In the study, Lundqvist and the team measured gamma bursts and individual neural spiking among hundreds of neurons as six animals played three different working memory games. They also analyzed how much that activity varied from trial to trial, using a calculation called a “Fano factor.”

As the animals proceeded through each task, gamma bursts and spiking rates showed clear differences from the baseline period, consistent with them being modulated by demands of the task. For instance, in one task they would transiently peak as each item to be remembered was presented, and then again when the animals’ memory was to be tested.

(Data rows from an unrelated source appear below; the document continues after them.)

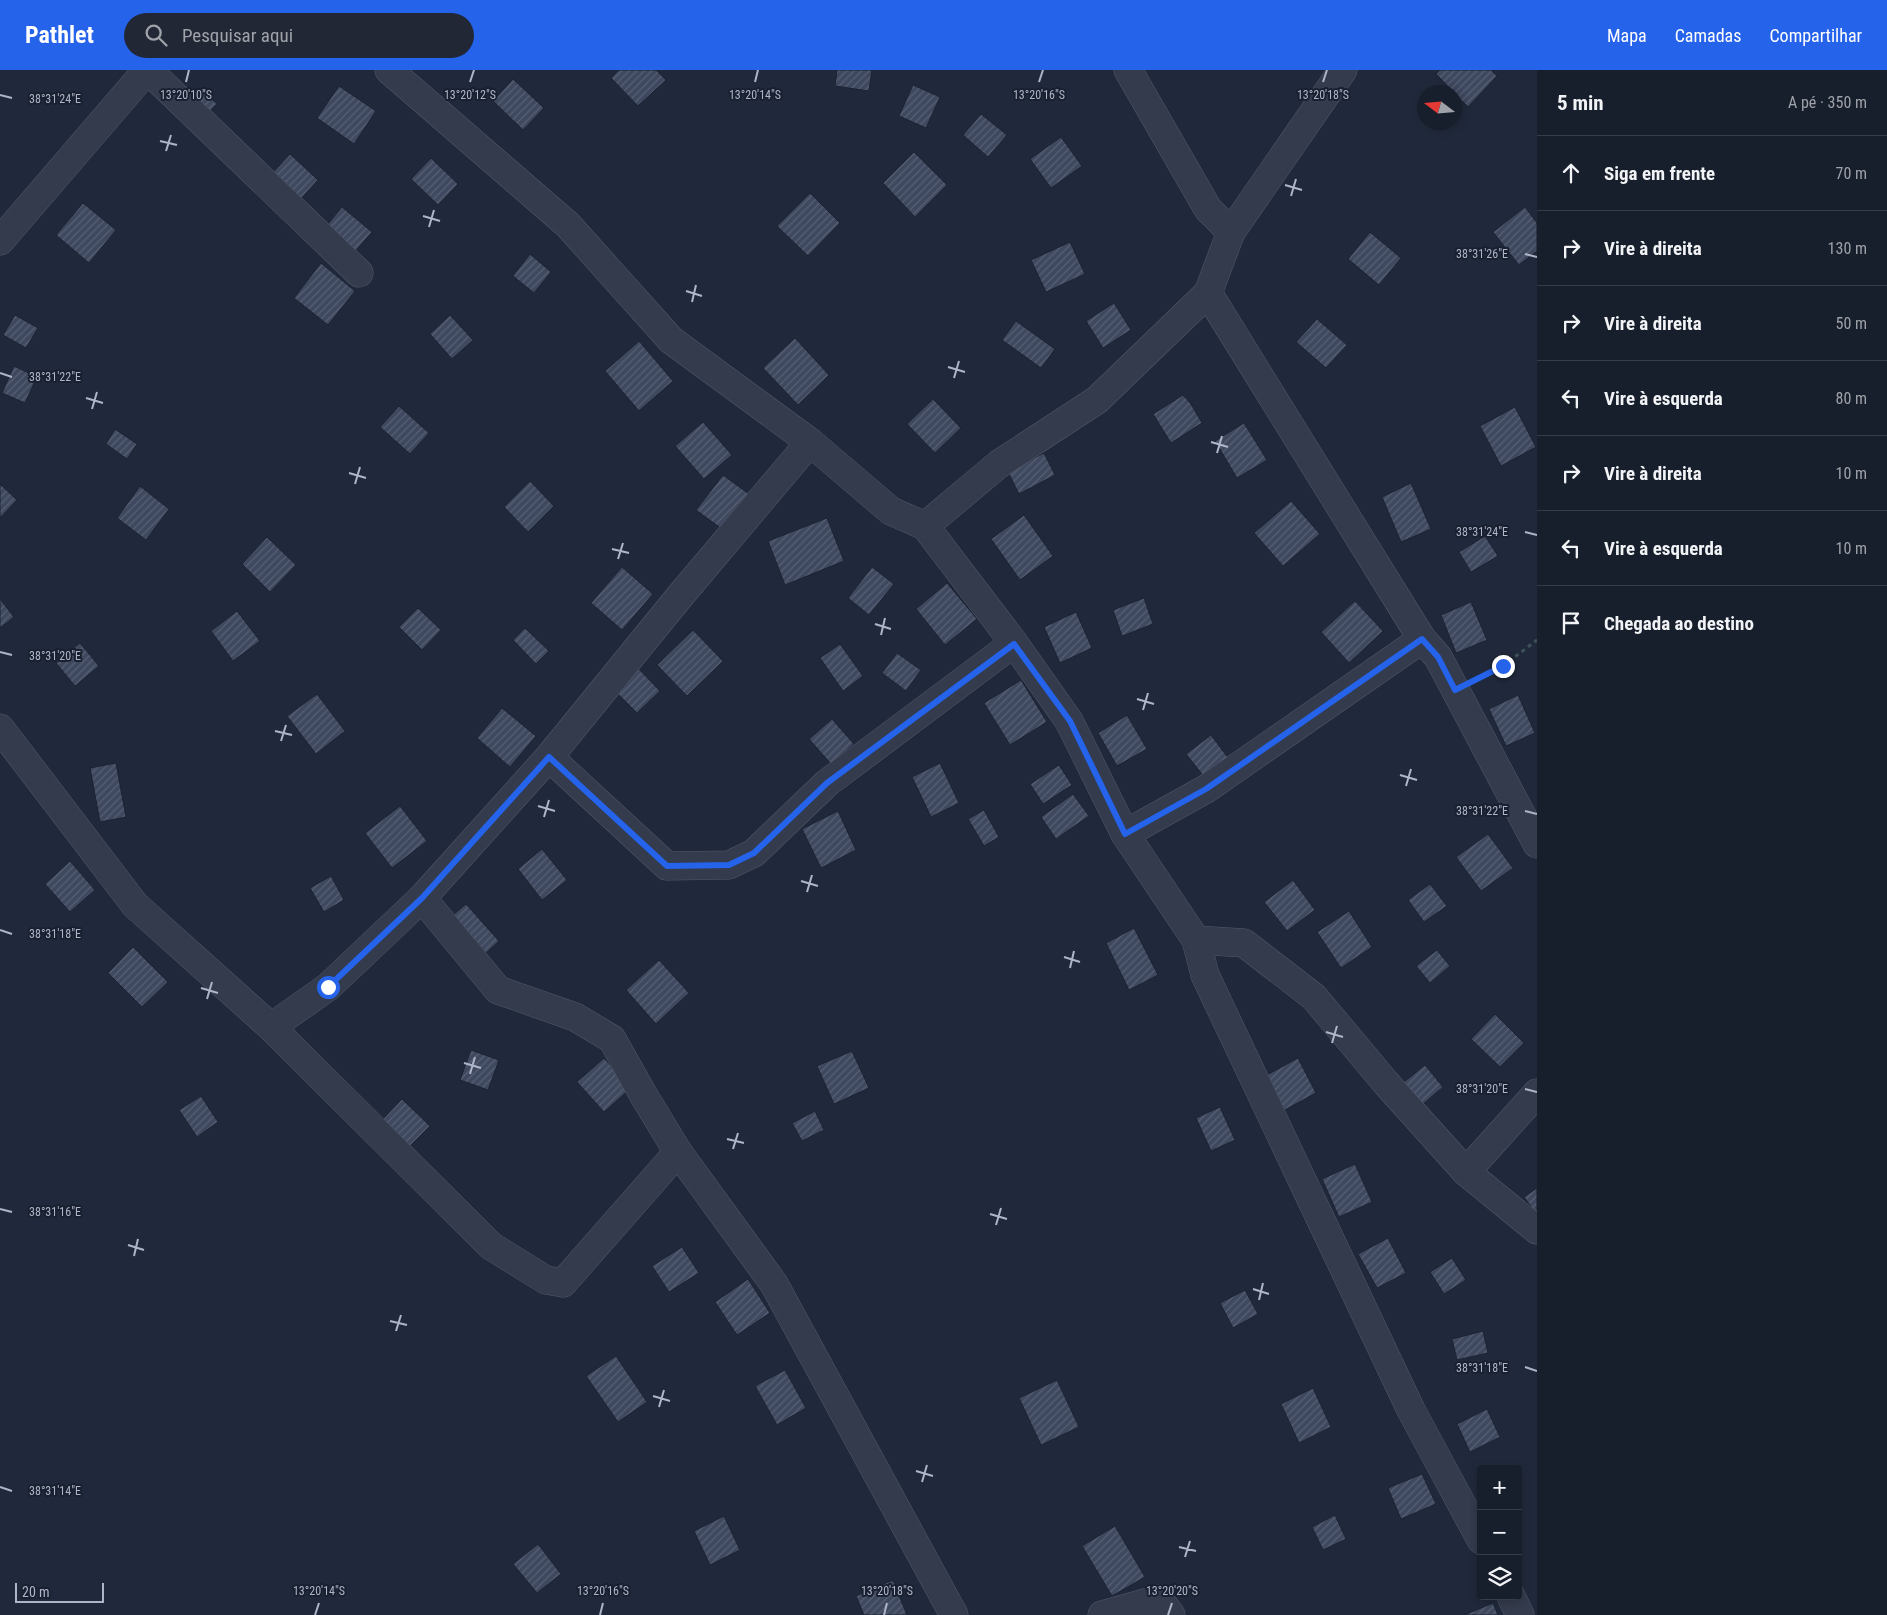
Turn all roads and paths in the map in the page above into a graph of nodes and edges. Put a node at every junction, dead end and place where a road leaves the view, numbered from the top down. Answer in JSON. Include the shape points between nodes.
{"nodes":[{"id":1,"x":147,"y":70,"type":"edge"},
{"id":2,"x":389,"y":70,"type":"edge"},
{"id":3,"x":1128,"y":70,"type":"edge"},
{"id":4,"x":1343,"y":70,"type":"edge"},
{"id":5,"x":1231,"y":232,"type":"junction"},
{"id":6,"x":0,"y":241,"type":"edge"},
{"id":7,"x":359,"y":273,"type":"dead end"},
{"id":8,"x":1208,"y":293,"type":"junction"},
{"id":9,"x":810,"y":442,"type":"junction"},
{"id":10,"x":925,"y":526,"type":"junction"},
{"id":11,"x":1422,"y":639,"type":"junction"},
{"id":12,"x":1537,"y":640,"type":"edge"},
{"id":13,"x":1014,"y":644,"type":"junction"},
{"id":14,"x":1455,"y":690,"type":"junction"},
{"id":15,"x":0,"y":728,"type":"edge"},
{"id":16,"x":549,"y":757,"type":"junction"},
{"id":17,"x":1125,"y":834,"type":"junction"},
{"id":18,"x":1537,"y":844,"type":"edge"},
{"id":19,"x":422,"y":898,"type":"junction"},
{"id":20,"x":1196,"y":940,"type":"junction"},
{"id":21,"x":271,"y":1027,"type":"junction"},
{"id":22,"x":1537,"y":1093,"type":"edge"},
{"id":23,"x":678,"y":1152,"type":"junction"},
{"id":24,"x":1466,"y":1172,"type":"junction"},
{"id":25,"x":1537,"y":1230,"type":"edge"},
{"id":26,"x":1477,"y":1533,"type":"edge"},
{"id":27,"x":1513,"y":1600,"type":"edge"},
{"id":28,"x":954,"y":1615,"type":"edge"},
{"id":29,"x":1102,"y":1615,"type":"edge"},
{"id":30,"x":1172,"y":1615,"type":"edge"},
{"id":31,"x":1520,"y":1615,"type":"edge"}],
"edges":[{"from":1,"to":6,"type":"street"},
{"from":1,"to":7,"type":"street"},
{"from":2,"to":9,"type":"street","via":[[568,225],[671,340]]},
{"from":3,"to":5,"type":"street","via":[[1208,209]]},
{"from":4,"to":5,"type":"street"},
{"from":5,"to":8,"type":"street"},
{"from":8,"to":10,"type":"street","via":[[1097,400],[999,464]]},
{"from":8,"to":11,"type":"street"},
{"from":9,"to":10,"type":"street","via":[[892,512]]},
{"from":9,"to":16,"type":"street"},
{"from":10,"to":13,"type":"street"},
{"from":11,"to":14,"type":"street","via":[[1438,657]]},
{"from":11,"to":17,"type":"street","via":[[1206,789]]},
{"from":12,"to":14,"type":"path","via":[[1503,666]]},
{"from":13,"to":16,"type":"street","via":[[827,783],[754,853],[729,865],[667,866]]},
{"from":13,"to":17,"type":"street","via":[[1070,721]]},
{"from":14,"to":18,"type":"street"},
{"from":15,"to":21,"type":"street","via":[[135,904]]},
{"from":16,"to":19,"type":"street"},
{"from":17,"to":20,"type":"street"},
{"from":19,"to":21,"type":"street","via":[[328,987]]},
{"from":19,"to":23,"type":"street","via":[[498,990],[576,1017],[612,1039]]},
{"from":20,"to":24,"type":"street","via":[[1244,943],[1314,996]]},
{"from":20,"to":26,"type":"street","via":[[1205,975],[1407,1402]]},
{"from":21,"to":23,"type":"street","via":[[491,1246],[546,1280],[563,1283]]},
{"from":22,"to":24,"type":"street"},
{"from":23,"to":28,"type":"street","via":[[774,1284]]},
{"from":24,"to":25,"type":"street"},
{"from":27,"to":31,"type":"street"},
{"from":29,"to":30,"type":"street","via":[[1159,1599]]}]}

While activity was clearly modulated by the task, so was the variability from trial to trial. In each task, they found that variability was highest before the tasks began — a “baseline” condition in which the animals could think about whatever they wanted. But once the animals had to focus on the task again, their gamma bursts and neural spiking became much more similar to what it had been the last time or the next time they did the task. Moreover, the decreases in variability also tracked tightly with key moments of the task (e.g., presentation of something to remember).

“Our findings suggest that there are population burst events dictated by various cognitive threads all the time,” says Lundqvist, a former postdoc in Miller’s lab who is now a principal researcher at the Karolinska Institutet in Stockholm, Sweden. “As we focus on a specific task, population events related to other cognitive threads quiet down. As a result, single neuron spiking becomes more dictated by that particular task.”

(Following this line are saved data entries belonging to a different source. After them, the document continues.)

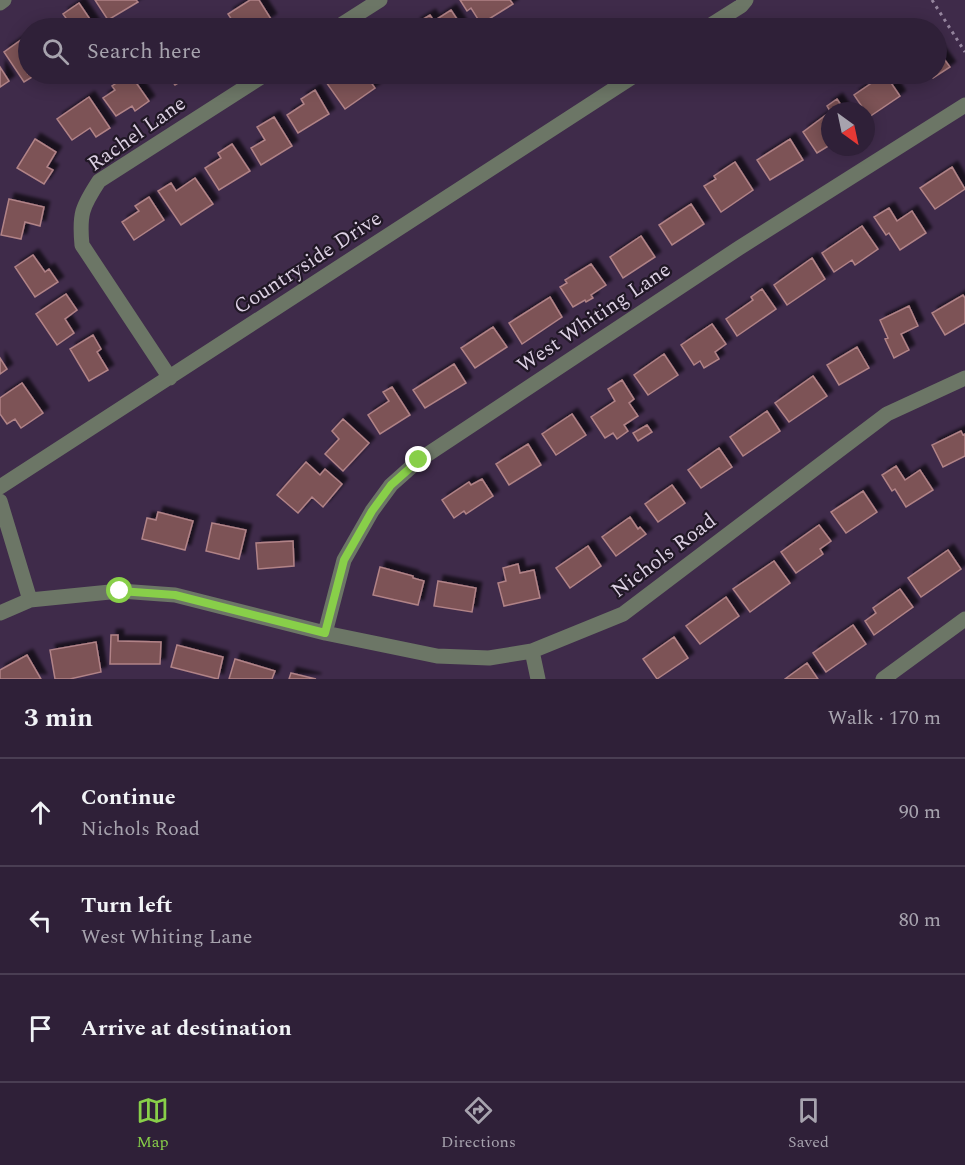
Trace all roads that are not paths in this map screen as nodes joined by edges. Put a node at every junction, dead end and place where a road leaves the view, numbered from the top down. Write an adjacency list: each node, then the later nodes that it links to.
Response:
1 (4, 0): 4 (street)
2 (380, 0): 5 (street)
3 (746, 0): 6 (street)
4 (0, 3)
5 (352, 18)
6 (722, 18)
7 (250, 84): 10 (street, Rachel Lane)
8 (622, 84): 10 (street, Countryside Drive)
9 (965, 105): 17 (street, West Whiting Lane)
10 (170, 378): 12 (street, Countryside Drive)
11 (965, 378): 18 (street, Nichols Road)
12 (0, 487)
13 (0, 501): 14 (street)
14 (30, 600): 15 (street, Nichols Road); 17 (street, Nichols Road)
15 (0, 613)
16 (965, 619): 20 (street)
17 (325, 633): 18 (street, Nichols Road)
18 (532, 651): 19 (street)
19 (538, 679)
20 (884, 679)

The reduction of variability was not only true in time, but also in space. Areas of the prefrontal cortex where gamma bursts and spiking represented task information showed much greater decreases in variability than areas that were not representing task information.

Simulation suggests causation

While the direct measurements showed reductions in variability commensurate with task demands for focused thinking, the team also investigated whether the reductions in spike variability were the result of reductions in the gamma bursting variability.

Using their measurements of gamma bursts and their variability, they computationally played with simulating variations in spiking (for instance the rate of spiking), to see if reductions in gamma burst variation necessarily led to reductions in spiking variation.

“We used a simple model where we gave neurons two distinct firing rates depending on if there was a currently an ongoing gamma burst event or not,” Lundqvist says. “Then, simply based on the timing of recorded gamma burst events, we made thousands of spike trains. These artificial spike trains had very similar changes in variability as those originally recorded. This suggests that the participation in population events largely drive this reduction.”

In all, the scientists said they found that variability decreases with working memory task demands, and that is guided by the timing and placement of bursts of gamma rhythms.

“We found that the task-related modulation of bursts of spiking and gamma power during a working memory task resulted in the cross-trial reduction in the variability of neural activity,” the authors wrote. “Further, we found that a direct relationship between the reduction of the variability of gamma bursting and the reduction of spiking variability. They co-occurred both in time and space.”

The paper’s co-senior author is Pawel Herman of Royal Institute of Technology. In addition to Miller, Lundqvist, and Herman, the paper’s other authors are Jonas Rose, Scott Brincat, Melissa Warden, and Timothy Buschman.

The U.S. Office of Naval Research, the U.S. National Institutes of Health, the JPB Foundation, the ERC, and the Swedish Research Council provided funding for the study.